Figure 7.. Blocking Siglec-10 interactions enhances macrophage-mediated phagocytosis and reduces PDAC tumor growth in vivo.

(a) Experimental design for subcutaneous tumor development and Siglec-10 antibody treatment. AsPC-1 PDAC cells were subcutaneously injected into immunodeficient NSG mice. After 7 days, when tumors reached ~40 mm³, mice were randomized into treatment groups. On the indicated days, ~3 × 10 monocyte-derived macrophages were intravenously injected along with 200 μg of either isotype control or anti-Siglec-10 antibody. Tumor size was measured on specified days using a vernier caliper. (b) Tumor volume over time (left) and at the last time point (right) in mice treated with isotype control or anti-Siglec-10 antibody. n = 10 mice per group. Means with SEM are shown for the longitudinal analysis. For the last time point analysis, box and whiskers represent the minimum to maximum range, with all individual data points shown. Mann–Whitney U test. (c–e) Heatmaps showing differential gene expression in FACS-sorted human macrophages from tumors of NSG mice treated with anti-Siglec-10 antibody, highlighting: (c) immune activation pathways, (d) phagocytosis-related genes, and (e) metabolism-related genes. Red indicates higher expression; blue indicates lower expression. (f) Flow cytometry analysis of peritoneal cells from wild-type B6 mice and transgenic B-hSIGLEC10 mice. B6 mice express Siglec-G but not Siglec-10, whereas B-hSIGLEC10 mice express Siglec-10 but not Siglec-G on myeloid cells. Means with SEM are shown. (g) Experimental design for tumor challenge in B-hSIGLEC10 transgenic mice. KPC-derived murine PDAC cells (2838c3) were subcutaneously injected.

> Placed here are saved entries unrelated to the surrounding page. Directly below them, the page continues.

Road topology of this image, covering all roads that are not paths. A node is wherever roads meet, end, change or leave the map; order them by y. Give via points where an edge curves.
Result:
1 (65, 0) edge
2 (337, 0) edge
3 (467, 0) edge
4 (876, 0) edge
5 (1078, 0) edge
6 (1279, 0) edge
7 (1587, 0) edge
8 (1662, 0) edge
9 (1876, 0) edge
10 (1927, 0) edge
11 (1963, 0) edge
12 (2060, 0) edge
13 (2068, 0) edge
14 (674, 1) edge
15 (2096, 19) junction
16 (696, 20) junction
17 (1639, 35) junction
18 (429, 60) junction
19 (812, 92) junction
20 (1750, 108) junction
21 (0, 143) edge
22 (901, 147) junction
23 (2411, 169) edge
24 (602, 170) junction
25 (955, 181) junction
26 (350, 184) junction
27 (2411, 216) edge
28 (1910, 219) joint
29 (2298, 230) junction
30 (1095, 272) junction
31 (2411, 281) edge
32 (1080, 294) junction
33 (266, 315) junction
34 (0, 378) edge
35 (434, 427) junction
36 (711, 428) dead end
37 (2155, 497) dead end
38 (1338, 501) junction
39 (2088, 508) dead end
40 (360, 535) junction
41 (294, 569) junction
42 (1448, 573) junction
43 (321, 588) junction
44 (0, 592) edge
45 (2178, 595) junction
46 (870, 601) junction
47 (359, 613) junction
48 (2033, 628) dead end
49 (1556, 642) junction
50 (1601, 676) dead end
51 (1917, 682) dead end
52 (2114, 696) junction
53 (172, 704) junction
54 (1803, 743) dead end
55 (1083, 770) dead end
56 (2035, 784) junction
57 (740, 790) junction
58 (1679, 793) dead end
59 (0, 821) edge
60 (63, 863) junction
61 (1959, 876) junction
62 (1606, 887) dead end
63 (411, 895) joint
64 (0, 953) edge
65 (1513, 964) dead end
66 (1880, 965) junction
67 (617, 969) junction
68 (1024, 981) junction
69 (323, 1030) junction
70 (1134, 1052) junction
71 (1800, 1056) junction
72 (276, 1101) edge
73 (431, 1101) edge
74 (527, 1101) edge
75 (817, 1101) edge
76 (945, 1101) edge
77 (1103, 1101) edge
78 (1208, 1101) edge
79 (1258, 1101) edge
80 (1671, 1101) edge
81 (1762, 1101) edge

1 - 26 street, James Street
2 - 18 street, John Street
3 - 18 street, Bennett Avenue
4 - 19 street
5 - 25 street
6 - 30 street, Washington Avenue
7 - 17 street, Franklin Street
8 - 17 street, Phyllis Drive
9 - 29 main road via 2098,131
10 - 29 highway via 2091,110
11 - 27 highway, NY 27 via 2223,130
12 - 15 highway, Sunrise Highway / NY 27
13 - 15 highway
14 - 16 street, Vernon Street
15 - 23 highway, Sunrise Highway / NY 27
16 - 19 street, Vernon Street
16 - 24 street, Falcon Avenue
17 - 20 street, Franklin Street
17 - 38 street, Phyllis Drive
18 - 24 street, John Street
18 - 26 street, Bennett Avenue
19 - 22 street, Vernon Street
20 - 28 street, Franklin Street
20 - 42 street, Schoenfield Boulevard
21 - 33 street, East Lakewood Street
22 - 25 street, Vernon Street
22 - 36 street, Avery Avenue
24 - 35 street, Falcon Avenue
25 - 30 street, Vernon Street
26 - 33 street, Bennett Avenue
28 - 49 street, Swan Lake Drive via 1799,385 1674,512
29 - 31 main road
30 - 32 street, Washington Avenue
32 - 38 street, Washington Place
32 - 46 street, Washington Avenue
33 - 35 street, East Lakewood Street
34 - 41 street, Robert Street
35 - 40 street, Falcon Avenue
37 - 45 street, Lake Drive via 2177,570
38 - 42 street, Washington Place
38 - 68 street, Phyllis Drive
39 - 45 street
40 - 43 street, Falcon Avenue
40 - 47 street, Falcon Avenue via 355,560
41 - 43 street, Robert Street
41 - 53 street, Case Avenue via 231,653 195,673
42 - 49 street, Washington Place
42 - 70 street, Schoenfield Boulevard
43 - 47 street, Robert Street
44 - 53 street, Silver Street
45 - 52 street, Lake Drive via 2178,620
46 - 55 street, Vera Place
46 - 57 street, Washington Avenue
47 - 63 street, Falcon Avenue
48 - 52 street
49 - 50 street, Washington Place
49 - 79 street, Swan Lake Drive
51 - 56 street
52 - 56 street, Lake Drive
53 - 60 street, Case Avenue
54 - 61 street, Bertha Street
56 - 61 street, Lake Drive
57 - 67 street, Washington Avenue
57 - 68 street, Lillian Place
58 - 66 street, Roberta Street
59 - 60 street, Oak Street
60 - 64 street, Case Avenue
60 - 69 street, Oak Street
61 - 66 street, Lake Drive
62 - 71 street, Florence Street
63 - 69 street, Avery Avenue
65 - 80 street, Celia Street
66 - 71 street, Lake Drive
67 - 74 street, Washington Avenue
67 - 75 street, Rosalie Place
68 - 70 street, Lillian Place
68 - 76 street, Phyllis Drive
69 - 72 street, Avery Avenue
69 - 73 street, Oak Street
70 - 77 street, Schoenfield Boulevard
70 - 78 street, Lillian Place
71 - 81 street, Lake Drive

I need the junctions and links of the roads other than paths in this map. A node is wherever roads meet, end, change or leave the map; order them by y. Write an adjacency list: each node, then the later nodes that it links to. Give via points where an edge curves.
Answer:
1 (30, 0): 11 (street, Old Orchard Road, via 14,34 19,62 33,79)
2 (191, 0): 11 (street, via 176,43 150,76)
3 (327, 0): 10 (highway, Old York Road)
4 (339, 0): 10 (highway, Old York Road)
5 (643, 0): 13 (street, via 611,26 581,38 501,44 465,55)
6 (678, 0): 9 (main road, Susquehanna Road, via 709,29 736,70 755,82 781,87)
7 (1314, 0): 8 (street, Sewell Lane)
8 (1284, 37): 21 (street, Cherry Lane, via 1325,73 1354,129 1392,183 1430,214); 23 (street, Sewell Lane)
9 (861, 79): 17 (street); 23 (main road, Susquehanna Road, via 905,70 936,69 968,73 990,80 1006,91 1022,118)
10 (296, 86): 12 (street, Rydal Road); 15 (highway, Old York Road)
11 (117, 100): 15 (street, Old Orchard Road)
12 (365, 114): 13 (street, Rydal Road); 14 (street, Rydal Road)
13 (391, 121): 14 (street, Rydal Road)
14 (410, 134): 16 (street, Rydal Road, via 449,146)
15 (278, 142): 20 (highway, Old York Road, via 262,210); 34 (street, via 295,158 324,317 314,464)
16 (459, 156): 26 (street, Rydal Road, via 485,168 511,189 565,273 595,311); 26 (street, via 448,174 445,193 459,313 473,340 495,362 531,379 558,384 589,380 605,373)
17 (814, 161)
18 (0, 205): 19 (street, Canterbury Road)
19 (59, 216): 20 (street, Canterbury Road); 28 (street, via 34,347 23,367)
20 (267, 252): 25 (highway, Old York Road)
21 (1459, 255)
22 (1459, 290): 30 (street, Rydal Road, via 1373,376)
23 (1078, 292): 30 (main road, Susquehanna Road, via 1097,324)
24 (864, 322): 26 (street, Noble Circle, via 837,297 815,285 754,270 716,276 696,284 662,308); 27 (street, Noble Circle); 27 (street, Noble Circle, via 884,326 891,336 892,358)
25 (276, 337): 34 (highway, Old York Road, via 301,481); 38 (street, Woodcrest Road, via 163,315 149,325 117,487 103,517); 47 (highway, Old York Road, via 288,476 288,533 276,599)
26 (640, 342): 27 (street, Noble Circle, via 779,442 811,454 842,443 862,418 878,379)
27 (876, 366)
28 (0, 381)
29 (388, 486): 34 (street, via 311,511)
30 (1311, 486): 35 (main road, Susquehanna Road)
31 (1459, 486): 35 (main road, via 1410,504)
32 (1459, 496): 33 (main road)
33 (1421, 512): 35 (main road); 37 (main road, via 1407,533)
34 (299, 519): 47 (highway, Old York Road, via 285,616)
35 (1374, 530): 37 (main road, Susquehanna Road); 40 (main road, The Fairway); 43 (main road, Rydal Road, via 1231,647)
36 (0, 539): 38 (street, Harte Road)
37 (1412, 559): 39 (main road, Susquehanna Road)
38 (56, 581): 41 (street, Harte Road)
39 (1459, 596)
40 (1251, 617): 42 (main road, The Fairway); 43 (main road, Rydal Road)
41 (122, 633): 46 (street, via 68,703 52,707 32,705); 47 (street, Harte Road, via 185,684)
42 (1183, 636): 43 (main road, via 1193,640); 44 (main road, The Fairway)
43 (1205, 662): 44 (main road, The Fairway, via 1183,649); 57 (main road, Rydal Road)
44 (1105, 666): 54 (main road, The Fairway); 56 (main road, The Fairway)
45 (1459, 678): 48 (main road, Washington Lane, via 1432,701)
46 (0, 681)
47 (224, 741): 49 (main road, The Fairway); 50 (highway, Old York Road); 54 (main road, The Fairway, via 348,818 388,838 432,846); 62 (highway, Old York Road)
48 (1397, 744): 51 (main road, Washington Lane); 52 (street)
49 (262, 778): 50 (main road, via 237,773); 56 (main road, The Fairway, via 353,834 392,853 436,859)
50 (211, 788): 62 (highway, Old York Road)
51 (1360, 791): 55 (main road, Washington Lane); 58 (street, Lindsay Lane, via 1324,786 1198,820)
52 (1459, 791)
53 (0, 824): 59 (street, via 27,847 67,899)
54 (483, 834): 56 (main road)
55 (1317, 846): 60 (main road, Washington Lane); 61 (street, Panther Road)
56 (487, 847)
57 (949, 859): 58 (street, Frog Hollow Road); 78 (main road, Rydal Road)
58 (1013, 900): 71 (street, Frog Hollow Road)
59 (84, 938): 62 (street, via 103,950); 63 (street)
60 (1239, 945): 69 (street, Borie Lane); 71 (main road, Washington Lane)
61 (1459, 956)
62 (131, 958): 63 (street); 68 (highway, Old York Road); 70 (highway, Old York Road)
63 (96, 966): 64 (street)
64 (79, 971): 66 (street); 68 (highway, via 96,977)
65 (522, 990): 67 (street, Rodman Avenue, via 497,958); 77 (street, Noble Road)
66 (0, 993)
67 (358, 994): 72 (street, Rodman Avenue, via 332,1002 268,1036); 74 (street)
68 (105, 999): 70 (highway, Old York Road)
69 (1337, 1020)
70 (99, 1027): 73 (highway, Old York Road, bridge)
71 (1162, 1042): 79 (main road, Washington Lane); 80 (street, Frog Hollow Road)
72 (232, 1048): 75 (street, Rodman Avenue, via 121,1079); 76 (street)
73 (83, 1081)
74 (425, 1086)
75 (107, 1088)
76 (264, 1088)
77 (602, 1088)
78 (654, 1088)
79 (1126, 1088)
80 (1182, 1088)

After 5 days, mice were randomized and treated intravenously with either isotype control or anti–Siglec-10 antibody. (h) Tumor volume in B-hSIGLEC10 mice treated with isotype control or anti–Siglec-10 antibody. Tumor volume over time (left) and at the last time point (right) in mice treated with isotype control or anti-Siglec-10 antibody. Means with SEM are shown for the longitudinal analysis. N=4-5 per group. For the last time point analysis, box and whiskers represent the minimum to maximum range, with all individual data points shown. Unpaired t test. (i) Mouse body weight during treatment.